§ PROVIDED RECORDS:
+ + +
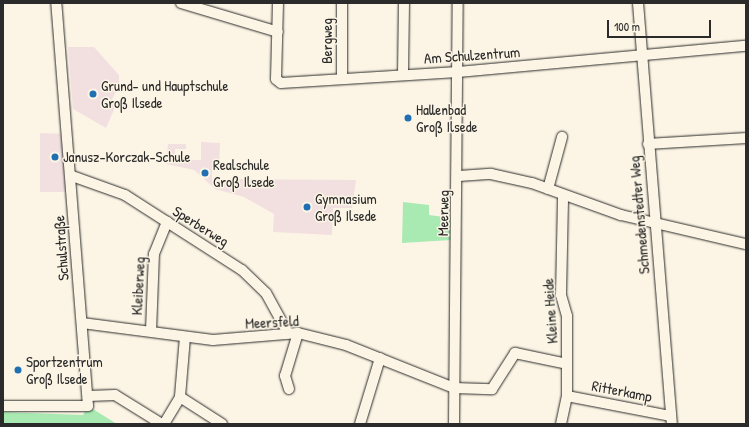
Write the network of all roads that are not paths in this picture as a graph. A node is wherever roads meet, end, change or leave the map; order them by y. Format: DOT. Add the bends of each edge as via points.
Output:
graph roads {
  1 [pos="56,3"];
  2 [pos="181,3"];
  3 [pos="278,3"];
  4 [pos="342,3"];
  5 [pos="404,3"];
  6 [pos="458,3"];
  7 [pos="638,3"];
  8 [pos="278,32"];
  9 [pos="746,46"];
  10 [pos="641,56"];
  11 [pos="458,72"];
  12 [pos="403,74"];
  13 [pos="342,78"];
  14 [pos="562,137"];
  15 [pos="746,138"];
  16 [pos="648,144"];
  17 [pos="72,176"];
  18 [pos="458,176"];
  19 [pos="548,189"];
  20 [pos="563,196"];
  21 [pos="655,221"];
  22 [pos="167,222"];
  23 [pos="746,244"];
  24 [pos="82,323"];
  25 [pos="151,331"];
  26 [pos="293,333"];
  27 [pos="185,337"];
  28 [pos="380,358"];
  29 [pos="568,364"];
  30 [pos="454,388"];
  31 [pos="289,389"];
  32 [pos="88,396"];
  33 [pos="567,396"];
  34 [pos="180,397"];
  35 [pos="3,406"];
  36 [pos="671,420"];
  37 [pos="163,424"];
  38 [pos="222,424"];
  39 [pos="360,424"];
  40 [pos="454,424"];
  41 [pos="561,424"];
  1 -- 17 [label="street, Schulstraße"];
  2 -- 8 [label="street"];
  3 -- 8 [label="street, Am Schulzentrum"];
  4 -- 13 [label="street, Bergweg"];
  5 -- 12 [label="street"];
  6 -- 11 [label="street, Meerweg"];
  7 -- 10 [label="street, Schmedenstedter Weg"];
  8 -- 13 [label="street, Am Schulzentrum" via="276,79 280,82"];
  9 -- 10 [label="street, Am Schulzentrum"];
  10 -- 11 [label="street, Am Schulzentrum"];
  10 -- 16 [label="street, Schmedenstedter Weg"];
  11 -- 12 [label="street, Am Schulzentrum"];
  11 -- 18 [label="street, Meerweg"];
  12 -- 13 [label="street, Am Schulzentrum"];
  14 -- 19 [label="street"];
  15 -- 16 [label="street"];
  16 -- 21 [label="street, Schmedenstedter Weg"];
  17 -- 22 [label="street, Sperberweg" via="112,189"];
  17 -- 24 [label="street, Schulstraße"];
  18 -- 19 [label="street" via="491,174"];
  18 -- 30 [label="street, Meerweg"];
  19 -- 20 [label="street"];
  20 -- 21 [label="street" via="621,215"];
  20 -- 29 [label="street, Kleine Heide" via="561,295 567,316"];
  21 -- 23 [label="street"];
  21 -- 36 [label="street, Schmedenstedter Weg"];
  22 -- 25 [label="street, Kleiberweg" via="154,254"];
  22 -- 26 [label="street, Sperberweg" via="242,270 266,293"];
  24 -- 25 [label="street, Meersfeld"];
  24 -- 32 [label="street, Schulstraße"];
  25 -- 27 [label="street, Meersfeld"];
  26 -- 27 [label="street, Meersfeld" via="214,340"];
  26 -- 28 [label="street, Meersfeld"];
  26 -- 31 [label="street" via="285,376"];
  27 -- 34 [label="street"];
  28 -- 30 [label="street, Meersfeld"];
  28 -- 39 [label="street"];
  29 -- 30 [label="street" via="515,353 492,389"];
  29 -- 33 [label="street, Kleine Heide"];
  30 -- 40 [label="street, Meerweg"];
  32 -- 35 [label="street" via="88,406"];
  32 -- 37 [label="street" via="115,395"];
  33 -- 36 [label="street, Ritterkamp"];
  33 -- 41 [label="street, Kleine Heide"];
  34 -- 37 [label="street"];
  34 -- 38 [label="street"];
}
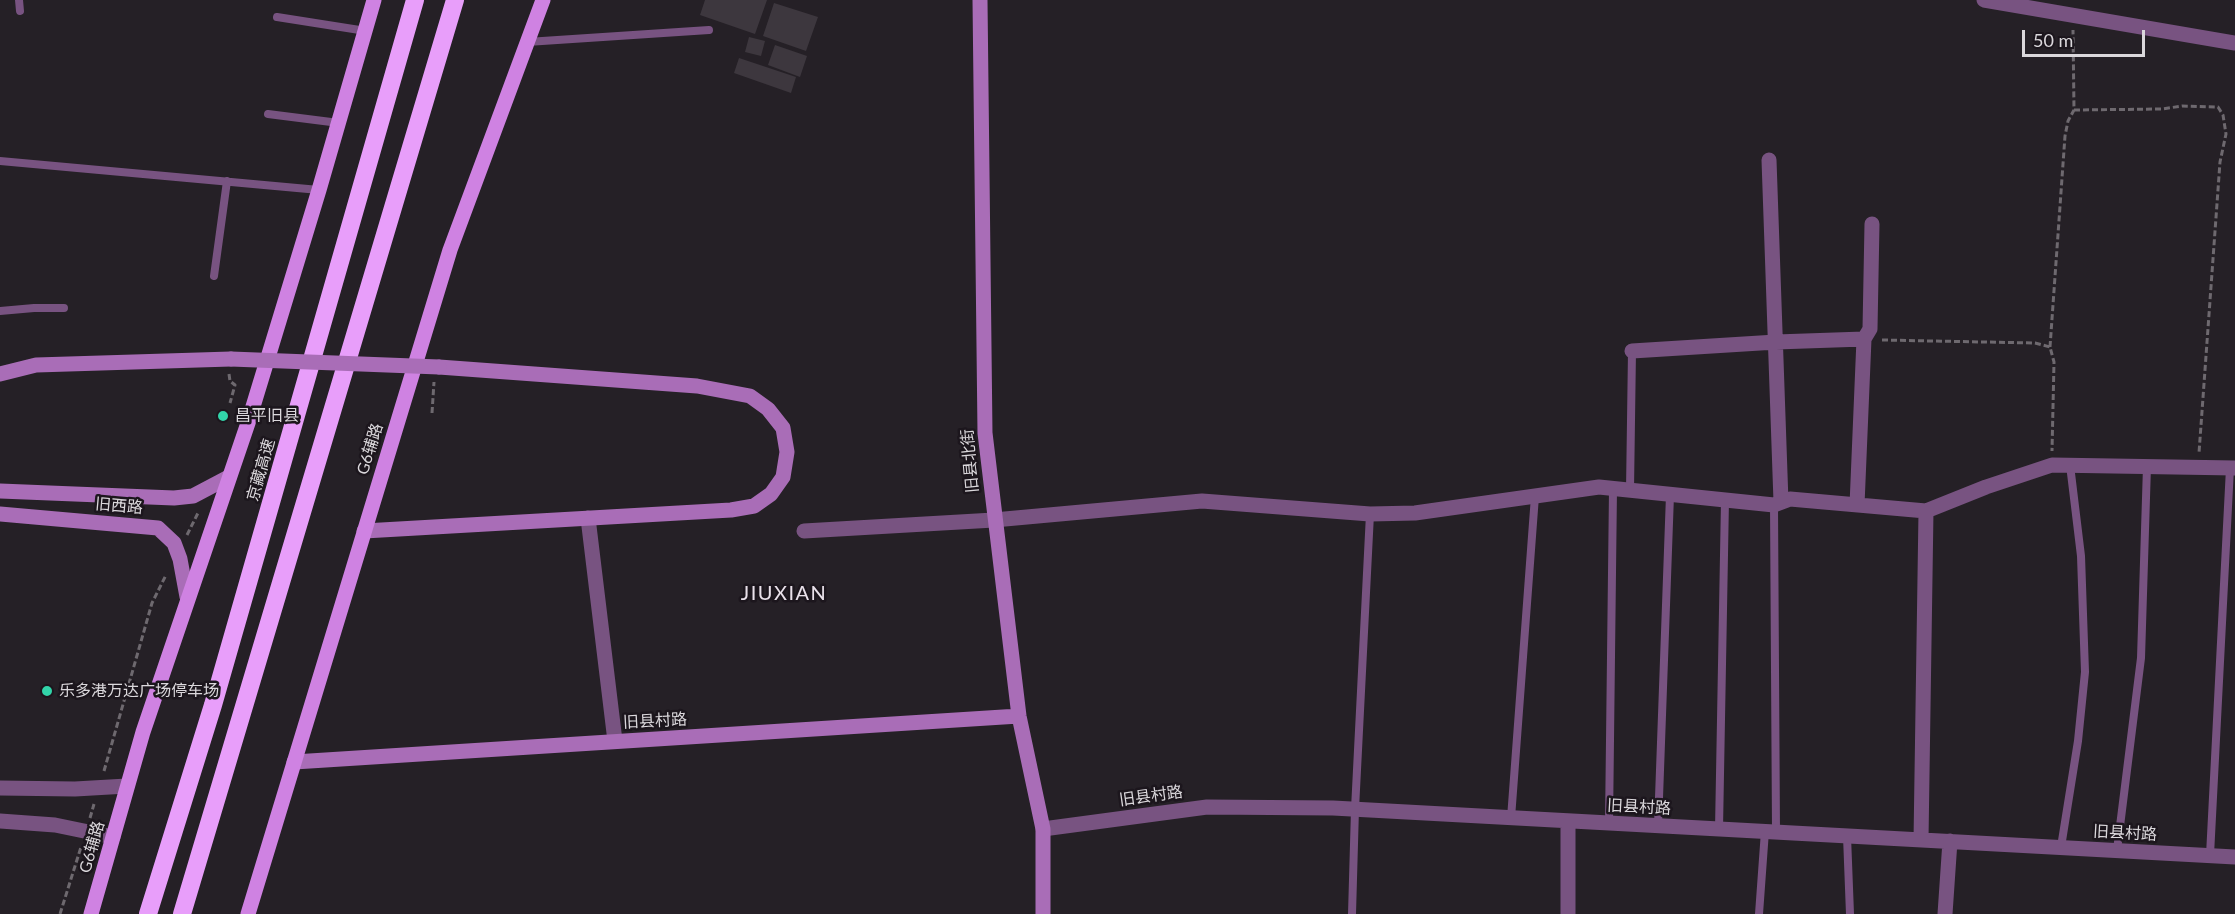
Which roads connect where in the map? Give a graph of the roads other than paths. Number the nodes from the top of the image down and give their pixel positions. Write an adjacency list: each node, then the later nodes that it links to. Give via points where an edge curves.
1 (19, 0): 8 (lane)
2 (374, 0): 11 (main road, G6辅路)
3 (415, 0): 71 (highway, 京藏高速, via 213,705)
4 (454, 0): 72 (highway)
5 (543, 0): 12 (main road, G6辅路)
6 (980, 0): 44 (main road, 旧县北街, via 985,433)
7 (1984, 0): 13 (street)
8 (20, 11)
9 (277, 17): 11 (lane)
10 (709, 30): 12 (lane)
11 (366, 31): 15 (main road, G6辅路)
12 (527, 42): 45 (main road, G6辅路, via 450,250)
13 (2235, 43)
14 (268, 114): 15 (lane)
15 (339, 123): 19 (main road, G6辅路)
16 (1770, 160): 25 (street)
17 (0, 161): 18 (lane)
18 (227, 181): 19 (lane); 21 (lane)
19 (319, 190): 31 (main road, G6辅路)
20 (1872, 224): 24 (street, via 1870,329)
21 (213, 276)
22 (64, 308): 23 (lane)
23 (0, 311)
24 (1864, 339): 25 (street); 39 (street)
25 (1776, 342): 26 (street); 38 (street)
26 (1632, 351): 33 (lane)
27 (0, 374): 43 (main road, bridge, via 36,365 230,363 697,386 750,396 768,409 783,428 787,452 783,477 771,494 754,506)
28 (2070, 465): 29 (street); 40 (street, via 2052,465); 66 (lane, via 2081,556 2085,672)
29 (2147, 466): 30 (street); 67 (lane, via 2141,658)
30 (2233, 468): 68 (lane)
31 (229, 477): 34 (main road, 旧西路, via 193,496 174,498); 47 (main road, G6辅路)
32 (1613, 489): 33 (street); 36 (street, via 1599,487); 57 (lane)
33 (1630, 490): 35 (street)
34 (0, 491)
35 (1671, 495): 37 (street); 58 (lane)
36 (1535, 496): 42 (street, via 1415,513); 54 (lane)
37 (1725, 500): 38 (street); 60 (lane)
38 (1778, 504): 39 (street, via 1790,499); 61 (lane)
39 (1857, 505): 40 (street)
40 (1926, 511): 64 (street)
41 (0, 514): 47 (main road, 旧西路, via 158,528 178,552)
42 (1370, 514): 44 (street, via 1202,501); 53 (lane)
43 (588, 518): 45 (main road); 49 (street)
44 (994, 520): 46 (street); 48 (main road, 旧县北街)
45 (364, 531): 50 (main road, G6辅路)
46 (804, 531)
47 (187, 597): 51 (main road, G6辅路)
48 (1019, 716): 49 (main road, 旧县村路); 59 (main road, 旧县北街)
49 (615, 741): 50 (main road, 旧县村路)
50 (294, 762): 73 (main road, G6辅路)
51 (127, 786): 52 (street); 63 (main road, G6辅路)
52 (0, 788)
53 (1355, 809): 54 (street, 旧县村路); 59 (street, 旧县村路, via 1207,807); 75 (lane)
54 (1511, 818): 56 (street, 旧县村路)
55 (0, 820): 63 (street, via 54,825)
56 (1568, 821): 57 (street, 旧县村路); 76 (street)
57 (1609, 823): 58 (street, 旧县村路)
58 (1658, 825): 60 (street, 旧县村路)
59 (1043, 829): 74 (main road, 旧县北街)
60 (1719, 829): 61 (street, 旧县村路)
61 (1770, 832): 62 (street, 旧县村路); 77 (lane)
62 (1847, 836): 64 (street, 旧县村路); 78 (lane)
63 (113, 837): 70 (main road, G6辅路)
64 (1921, 840): 65 (street, 旧县村路)
65 (1950, 841): 66 (street, 旧县村路); 79 (street)
66 (2061, 847): 67 (street, 旧县村路)
67 (2117, 850): 68 (street, 旧县村路)
68 (2210, 855): 69 (street, 旧县村路)
69 (2235, 856)
70 (91, 914)
71 (148, 914)
72 (183, 914)
73 (248, 914)
74 (1044, 914)
75 (1352, 914)
76 (1568, 914)
77 (1759, 914)
78 (1850, 914)
79 (1945, 914)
+ + +
§ DIRECTIONS: An exact copy of every entry, minus the pictures, is what you should return.

§ OUTPUT FOR THIS TASK:
Write the network of all roads that are not paths in this picture as a graph. A node is wherever roads meet, end, change or leave the map; order them by y. Format: DOT. Add the bends of each edge as via points.
Output:
graph roads {
  1 [pos="56,3"];
  2 [pos="181,3"];
  3 [pos="278,3"];
  4 [pos="342,3"];
  5 [pos="404,3"];
  6 [pos="458,3"];
  7 [pos="638,3"];
  8 [pos="278,32"];
  9 [pos="746,46"];
  10 [pos="641,56"];
  11 [pos="458,72"];
  12 [pos="403,74"];
  13 [pos="342,78"];
  14 [pos="562,137"];
  15 [pos="746,138"];
  16 [pos="648,144"];
  17 [pos="72,176"];
  18 [pos="458,176"];
  19 [pos="548,189"];
  20 [pos="563,196"];
  21 [pos="655,221"];
  22 [pos="167,222"];
  23 [pos="746,244"];
  24 [pos="82,323"];
  25 [pos="151,331"];
  26 [pos="293,333"];
  27 [pos="185,337"];
  28 [pos="380,358"];
  29 [pos="568,364"];
  30 [pos="454,388"];
  31 [pos="289,389"];
  32 [pos="88,396"];
  33 [pos="567,396"];
  34 [pos="180,397"];
  35 [pos="3,406"];
  36 [pos="671,420"];
  37 [pos="163,424"];
  38 [pos="222,424"];
  39 [pos="360,424"];
  40 [pos="454,424"];
  41 [pos="561,424"];
  1 -- 17 [label="street, Schulstraße"];
  2 -- 8 [label="street"];
  3 -- 8 [label="street, Am Schulzentrum"];
  4 -- 13 [label="street, Bergweg"];
  5 -- 12 [label="street"];
  6 -- 11 [label="street, Meerweg"];
  7 -- 10 [label="street, Schmedenstedter Weg"];
  8 -- 13 [label="street, Am Schulzentrum" via="276,79 280,82"];
  9 -- 10 [label="street, Am Schulzentrum"];
  10 -- 11 [label="street, Am Schulzentrum"];
  10 -- 16 [label="street, Schmedenstedter Weg"];
  11 -- 12 [label="street, Am Schulzentrum"];
  11 -- 18 [label="street, Meerweg"];
  12 -- 13 [label="street, Am Schulzentrum"];
  14 -- 19 [label="street"];
  15 -- 16 [label="street"];
  16 -- 21 [label="street, Schmedenstedter Weg"];
  17 -- 22 [label="street, Sperberweg" via="112,189"];
  17 -- 24 [label="street, Schulstraße"];
  18 -- 19 [label="street" via="491,174"];
  18 -- 30 [label="street, Meerweg"];
  19 -- 20 [label="street"];
  20 -- 21 [label="street" via="621,215"];
  20 -- 29 [label="street, Kleine Heide" via="561,295 567,316"];
  21 -- 23 [label="street"];
  21 -- 36 [label="street, Schmedenstedter Weg"];
  22 -- 25 [label="street, Kleiberweg" via="154,254"];
  22 -- 26 [label="street, Sperberweg" via="242,270 266,293"];
  24 -- 25 [label="street, Meersfeld"];
  24 -- 32 [label="street, Schulstraße"];
  25 -- 27 [label="street, Meersfeld"];
  26 -- 27 [label="street, Meersfeld" via="214,340"];
  26 -- 28 [label="street, Meersfeld"];
  26 -- 31 [label="street" via="285,376"];
  27 -- 34 [label="street"];
  28 -- 30 [label="street, Meersfeld"];
  28 -- 39 [label="street"];
  29 -- 30 [label="street" via="515,353 492,389"];
  29 -- 33 [label="street, Kleine Heide"];
  30 -- 40 [label="street, Meerweg"];
  32 -- 35 [label="street" via="88,406"];
  32 -- 37 [label="street" via="115,395"];
  33 -- 36 [label="street, Ritterkamp"];
  33 -- 41 [label="street, Kleine Heide"];
  34 -- 37 [label="street"];
  34 -- 38 [label="street"];
}
Which roads connect where in the map? Give a graph of the roads other than paths. Number the nodes from the top of the image down and give their pixel positions. Write an adjacency list: each node, then the later nodes that it links to. Give via points where an edge curves.
1 (19, 0): 8 (lane)
2 (374, 0): 11 (main road, G6辅路)
3 (415, 0): 71 (highway, 京藏高速, via 213,705)
4 (454, 0): 72 (highway)
5 (543, 0): 12 (main road, G6辅路)
6 (980, 0): 44 (main road, 旧县北街, via 985,433)
7 (1984, 0): 13 (street)
8 (20, 11)
9 (277, 17): 11 (lane)
10 (709, 30): 12 (lane)
11 (366, 31): 15 (main road, G6辅路)
12 (527, 42): 45 (main road, G6辅路, via 450,250)
13 (2235, 43)
14 (268, 114): 15 (lane)
15 (339, 123): 19 (main road, G6辅路)
16 (1770, 160): 25 (street)
17 (0, 161): 18 (lane)
18 (227, 181): 19 (lane); 21 (lane)
19 (319, 190): 31 (main road, G6辅路)
20 (1872, 224): 24 (street, via 1870,329)
21 (213, 276)
22 (64, 308): 23 (lane)
23 (0, 311)
24 (1864, 339): 25 (street); 39 (street)
25 (1776, 342): 26 (street); 38 (street)
26 (1632, 351): 33 (lane)
27 (0, 374): 43 (main road, bridge, via 36,365 230,363 697,386 750,396 768,409 783,428 787,452 783,477 771,494 754,506)
28 (2070, 465): 29 (street); 40 (street, via 2052,465); 66 (lane, via 2081,556 2085,672)
29 (2147, 466): 30 (street); 67 (lane, via 2141,658)
30 (2233, 468): 68 (lane)
31 (229, 477): 34 (main road, 旧西路, via 193,496 174,498); 47 (main road, G6辅路)
32 (1613, 489): 33 (street); 36 (street, via 1599,487); 57 (lane)
33 (1630, 490): 35 (street)
34 (0, 491)
35 (1671, 495): 37 (street); 58 (lane)
36 (1535, 496): 42 (street, via 1415,513); 54 (lane)
37 (1725, 500): 38 (street); 60 (lane)
38 (1778, 504): 39 (street, via 1790,499); 61 (lane)
39 (1857, 505): 40 (street)
40 (1926, 511): 64 (street)
41 (0, 514): 47 (main road, 旧西路, via 158,528 178,552)
42 (1370, 514): 44 (street, via 1202,501); 53 (lane)
43 (588, 518): 45 (main road); 49 (street)
44 (994, 520): 46 (street); 48 (main road, 旧县北街)
45 (364, 531): 50 (main road, G6辅路)
46 (804, 531)
47 (187, 597): 51 (main road, G6辅路)
48 (1019, 716): 49 (main road, 旧县村路); 59 (main road, 旧县北街)
49 (615, 741): 50 (main road, 旧县村路)
50 (294, 762): 73 (main road, G6辅路)
51 (127, 786): 52 (street); 63 (main road, G6辅路)
52 (0, 788)
53 (1355, 809): 54 (street, 旧县村路); 59 (street, 旧县村路, via 1207,807); 75 (lane)
54 (1511, 818): 56 (street, 旧县村路)
55 (0, 820): 63 (street, via 54,825)
56 (1568, 821): 57 (street, 旧县村路); 76 (street)
57 (1609, 823): 58 (street, 旧县村路)
58 (1658, 825): 60 (street, 旧县村路)
59 (1043, 829): 74 (main road, 旧县北街)
60 (1719, 829): 61 (street, 旧县村路)
61 (1770, 832): 62 (street, 旧县村路); 77 (lane)
62 (1847, 836): 64 (street, 旧县村路); 78 (lane)
63 (113, 837): 70 (main road, G6辅路)
64 (1921, 840): 65 (street, 旧县村路)
65 (1950, 841): 66 (street, 旧县村路); 79 (street)
66 (2061, 847): 67 (street, 旧县村路)
67 (2117, 850): 68 (street, 旧县村路)
68 (2210, 855): 69 (street, 旧县村路)
69 (2235, 856)
70 (91, 914)
71 (148, 914)
72 (183, 914)
73 (248, 914)
74 (1044, 914)
75 (1352, 914)
76 (1568, 914)
77 (1759, 914)
78 (1850, 914)
79 (1945, 914)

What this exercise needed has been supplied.